Supplied material:

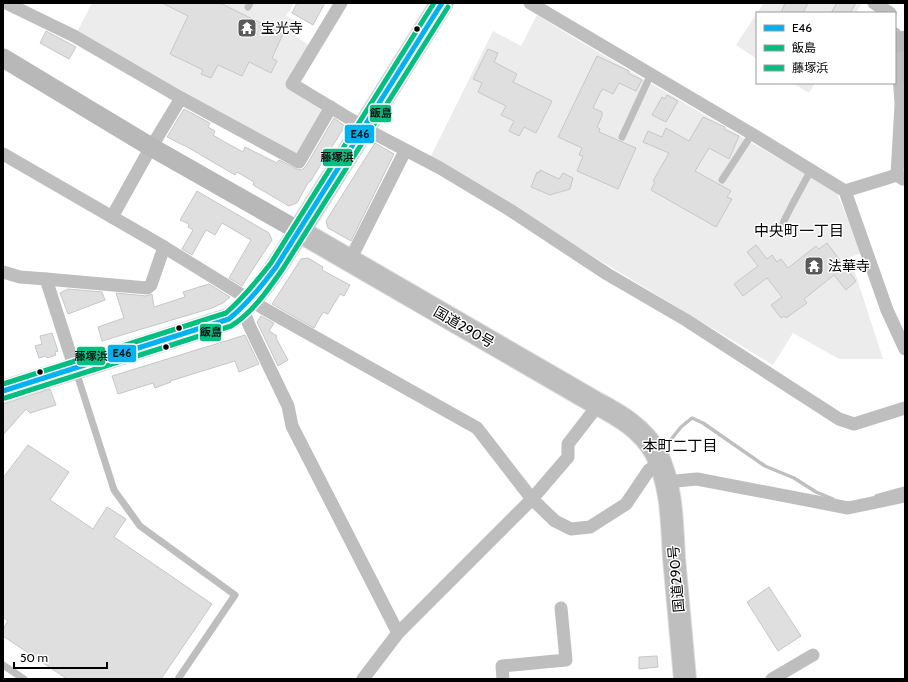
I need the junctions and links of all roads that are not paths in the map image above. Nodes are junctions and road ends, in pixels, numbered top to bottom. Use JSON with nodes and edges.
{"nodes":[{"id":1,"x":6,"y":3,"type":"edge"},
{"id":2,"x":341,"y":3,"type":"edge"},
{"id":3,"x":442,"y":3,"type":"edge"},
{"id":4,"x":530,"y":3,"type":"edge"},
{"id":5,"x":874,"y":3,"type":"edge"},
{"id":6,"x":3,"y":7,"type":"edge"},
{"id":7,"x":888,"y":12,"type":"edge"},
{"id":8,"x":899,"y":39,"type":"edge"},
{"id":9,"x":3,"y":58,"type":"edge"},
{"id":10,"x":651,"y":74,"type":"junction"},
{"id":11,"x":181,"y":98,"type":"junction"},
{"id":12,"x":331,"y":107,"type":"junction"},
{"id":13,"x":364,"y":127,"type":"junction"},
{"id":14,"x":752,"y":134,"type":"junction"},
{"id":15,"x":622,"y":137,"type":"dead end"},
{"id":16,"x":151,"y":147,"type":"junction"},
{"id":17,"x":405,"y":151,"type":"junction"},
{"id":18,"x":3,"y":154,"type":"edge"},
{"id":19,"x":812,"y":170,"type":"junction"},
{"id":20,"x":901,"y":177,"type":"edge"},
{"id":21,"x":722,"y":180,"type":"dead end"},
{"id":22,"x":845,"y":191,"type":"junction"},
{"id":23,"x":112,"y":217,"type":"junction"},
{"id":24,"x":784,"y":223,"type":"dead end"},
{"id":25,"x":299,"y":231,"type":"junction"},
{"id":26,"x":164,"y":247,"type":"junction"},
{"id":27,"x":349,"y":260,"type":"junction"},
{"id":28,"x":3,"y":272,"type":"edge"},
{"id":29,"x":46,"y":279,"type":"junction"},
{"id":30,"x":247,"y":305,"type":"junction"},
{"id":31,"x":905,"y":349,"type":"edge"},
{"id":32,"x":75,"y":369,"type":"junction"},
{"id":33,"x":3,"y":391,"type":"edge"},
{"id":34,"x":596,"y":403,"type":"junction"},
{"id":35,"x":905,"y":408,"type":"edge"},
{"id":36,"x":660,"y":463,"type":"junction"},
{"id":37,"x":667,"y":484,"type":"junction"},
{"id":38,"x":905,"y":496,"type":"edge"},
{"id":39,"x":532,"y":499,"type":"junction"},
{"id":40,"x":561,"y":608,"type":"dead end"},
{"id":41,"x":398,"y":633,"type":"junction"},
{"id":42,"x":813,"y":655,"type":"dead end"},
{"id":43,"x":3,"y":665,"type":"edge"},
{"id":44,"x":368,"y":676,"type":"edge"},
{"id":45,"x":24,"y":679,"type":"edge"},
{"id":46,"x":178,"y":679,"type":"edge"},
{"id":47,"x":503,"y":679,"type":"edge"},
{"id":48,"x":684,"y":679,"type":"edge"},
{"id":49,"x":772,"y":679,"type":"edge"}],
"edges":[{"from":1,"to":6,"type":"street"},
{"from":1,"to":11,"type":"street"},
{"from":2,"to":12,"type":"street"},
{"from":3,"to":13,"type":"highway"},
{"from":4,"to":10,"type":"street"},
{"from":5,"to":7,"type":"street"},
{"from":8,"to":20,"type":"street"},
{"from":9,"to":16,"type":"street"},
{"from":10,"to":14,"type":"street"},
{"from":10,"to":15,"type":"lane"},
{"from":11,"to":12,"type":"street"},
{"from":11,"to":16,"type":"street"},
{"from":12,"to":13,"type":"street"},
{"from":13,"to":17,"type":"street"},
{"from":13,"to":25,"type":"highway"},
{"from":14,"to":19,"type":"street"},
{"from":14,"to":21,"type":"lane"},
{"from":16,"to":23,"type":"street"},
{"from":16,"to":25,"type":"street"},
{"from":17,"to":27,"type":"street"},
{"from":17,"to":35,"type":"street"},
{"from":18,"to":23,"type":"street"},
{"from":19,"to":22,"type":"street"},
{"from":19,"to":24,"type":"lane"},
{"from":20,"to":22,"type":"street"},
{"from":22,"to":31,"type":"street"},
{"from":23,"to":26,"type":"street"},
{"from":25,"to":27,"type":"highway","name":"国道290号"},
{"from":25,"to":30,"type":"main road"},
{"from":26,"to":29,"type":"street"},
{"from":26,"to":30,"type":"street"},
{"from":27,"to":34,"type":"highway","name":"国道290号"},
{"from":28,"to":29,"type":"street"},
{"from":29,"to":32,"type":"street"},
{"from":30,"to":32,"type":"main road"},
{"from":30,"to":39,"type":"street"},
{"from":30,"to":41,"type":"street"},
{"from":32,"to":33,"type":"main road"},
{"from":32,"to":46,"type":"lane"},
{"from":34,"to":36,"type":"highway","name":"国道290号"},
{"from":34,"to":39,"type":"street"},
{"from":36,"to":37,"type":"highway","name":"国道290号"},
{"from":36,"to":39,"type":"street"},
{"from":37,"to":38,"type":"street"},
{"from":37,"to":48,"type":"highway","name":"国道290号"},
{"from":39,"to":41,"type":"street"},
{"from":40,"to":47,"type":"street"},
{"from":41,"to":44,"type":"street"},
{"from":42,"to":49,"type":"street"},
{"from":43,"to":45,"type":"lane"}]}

What is needed: For the records above, give every line again exactly and skip the pictures.

Expected output:
I need the junctions and links of all roads that are not paths in the map image above. Nodes are junctions and road ends, in pixels, numbered top to bottom. Use JSON with nodes and edges.
{"nodes":[{"id":1,"x":6,"y":3,"type":"edge"},
{"id":2,"x":341,"y":3,"type":"edge"},
{"id":3,"x":442,"y":3,"type":"edge"},
{"id":4,"x":530,"y":3,"type":"edge"},
{"id":5,"x":874,"y":3,"type":"edge"},
{"id":6,"x":3,"y":7,"type":"edge"},
{"id":7,"x":888,"y":12,"type":"edge"},
{"id":8,"x":899,"y":39,"type":"edge"},
{"id":9,"x":3,"y":58,"type":"edge"},
{"id":10,"x":651,"y":74,"type":"junction"},
{"id":11,"x":181,"y":98,"type":"junction"},
{"id":12,"x":331,"y":107,"type":"junction"},
{"id":13,"x":364,"y":127,"type":"junction"},
{"id":14,"x":752,"y":134,"type":"junction"},
{"id":15,"x":622,"y":137,"type":"dead end"},
{"id":16,"x":151,"y":147,"type":"junction"},
{"id":17,"x":405,"y":151,"type":"junction"},
{"id":18,"x":3,"y":154,"type":"edge"},
{"id":19,"x":812,"y":170,"type":"junction"},
{"id":20,"x":901,"y":177,"type":"edge"},
{"id":21,"x":722,"y":180,"type":"dead end"},
{"id":22,"x":845,"y":191,"type":"junction"},
{"id":23,"x":112,"y":217,"type":"junction"},
{"id":24,"x":784,"y":223,"type":"dead end"},
{"id":25,"x":299,"y":231,"type":"junction"},
{"id":26,"x":164,"y":247,"type":"junction"},
{"id":27,"x":349,"y":260,"type":"junction"},
{"id":28,"x":3,"y":272,"type":"edge"},
{"id":29,"x":46,"y":279,"type":"junction"},
{"id":30,"x":247,"y":305,"type":"junction"},
{"id":31,"x":905,"y":349,"type":"edge"},
{"id":32,"x":75,"y":369,"type":"junction"},
{"id":33,"x":3,"y":391,"type":"edge"},
{"id":34,"x":596,"y":403,"type":"junction"},
{"id":35,"x":905,"y":408,"type":"edge"},
{"id":36,"x":660,"y":463,"type":"junction"},
{"id":37,"x":667,"y":484,"type":"junction"},
{"id":38,"x":905,"y":496,"type":"edge"},
{"id":39,"x":532,"y":499,"type":"junction"},
{"id":40,"x":561,"y":608,"type":"dead end"},
{"id":41,"x":398,"y":633,"type":"junction"},
{"id":42,"x":813,"y":655,"type":"dead end"},
{"id":43,"x":3,"y":665,"type":"edge"},
{"id":44,"x":368,"y":676,"type":"edge"},
{"id":45,"x":24,"y":679,"type":"edge"},
{"id":46,"x":178,"y":679,"type":"edge"},
{"id":47,"x":503,"y":679,"type":"edge"},
{"id":48,"x":684,"y":679,"type":"edge"},
{"id":49,"x":772,"y":679,"type":"edge"}],
"edges":[{"from":1,"to":6,"type":"street"},
{"from":1,"to":11,"type":"street"},
{"from":2,"to":12,"type":"street"},
{"from":3,"to":13,"type":"highway"},
{"from":4,"to":10,"type":"street"},
{"from":5,"to":7,"type":"street"},
{"from":8,"to":20,"type":"street"},
{"from":9,"to":16,"type":"street"},
{"from":10,"to":14,"type":"street"},
{"from":10,"to":15,"type":"lane"},
{"from":11,"to":12,"type":"street"},
{"from":11,"to":16,"type":"street"},
{"from":12,"to":13,"type":"street"},
{"from":13,"to":17,"type":"street"},
{"from":13,"to":25,"type":"highway"},
{"from":14,"to":19,"type":"street"},
{"from":14,"to":21,"type":"lane"},
{"from":16,"to":23,"type":"street"},
{"from":16,"to":25,"type":"street"},
{"from":17,"to":27,"type":"street"},
{"from":17,"to":35,"type":"street"},
{"from":18,"to":23,"type":"street"},
{"from":19,"to":22,"type":"street"},
{"from":19,"to":24,"type":"lane"},
{"from":20,"to":22,"type":"street"},
{"from":22,"to":31,"type":"street"},
{"from":23,"to":26,"type":"street"},
{"from":25,"to":27,"type":"highway","name":"国道290号"},
{"from":25,"to":30,"type":"main road"},
{"from":26,"to":29,"type":"street"},
{"from":26,"to":30,"type":"street"},
{"from":27,"to":34,"type":"highway","name":"国道290号"},
{"from":28,"to":29,"type":"street"},
{"from":29,"to":32,"type":"street"},
{"from":30,"to":32,"type":"main road"},
{"from":30,"to":39,"type":"street"},
{"from":30,"to":41,"type":"street"},
{"from":32,"to":33,"type":"main road"},
{"from":32,"to":46,"type":"lane"},
{"from":34,"to":36,"type":"highway","name":"国道290号"},
{"from":34,"to":39,"type":"street"},
{"from":36,"to":37,"type":"highway","name":"国道290号"},
{"from":36,"to":39,"type":"street"},
{"from":37,"to":38,"type":"street"},
{"from":37,"to":48,"type":"highway","name":"国道290号"},
{"from":39,"to":41,"type":"street"},
{"from":40,"to":47,"type":"street"},
{"from":41,"to":44,"type":"street"},
{"from":42,"to":49,"type":"street"},
{"from":43,"to":45,"type":"lane"}]}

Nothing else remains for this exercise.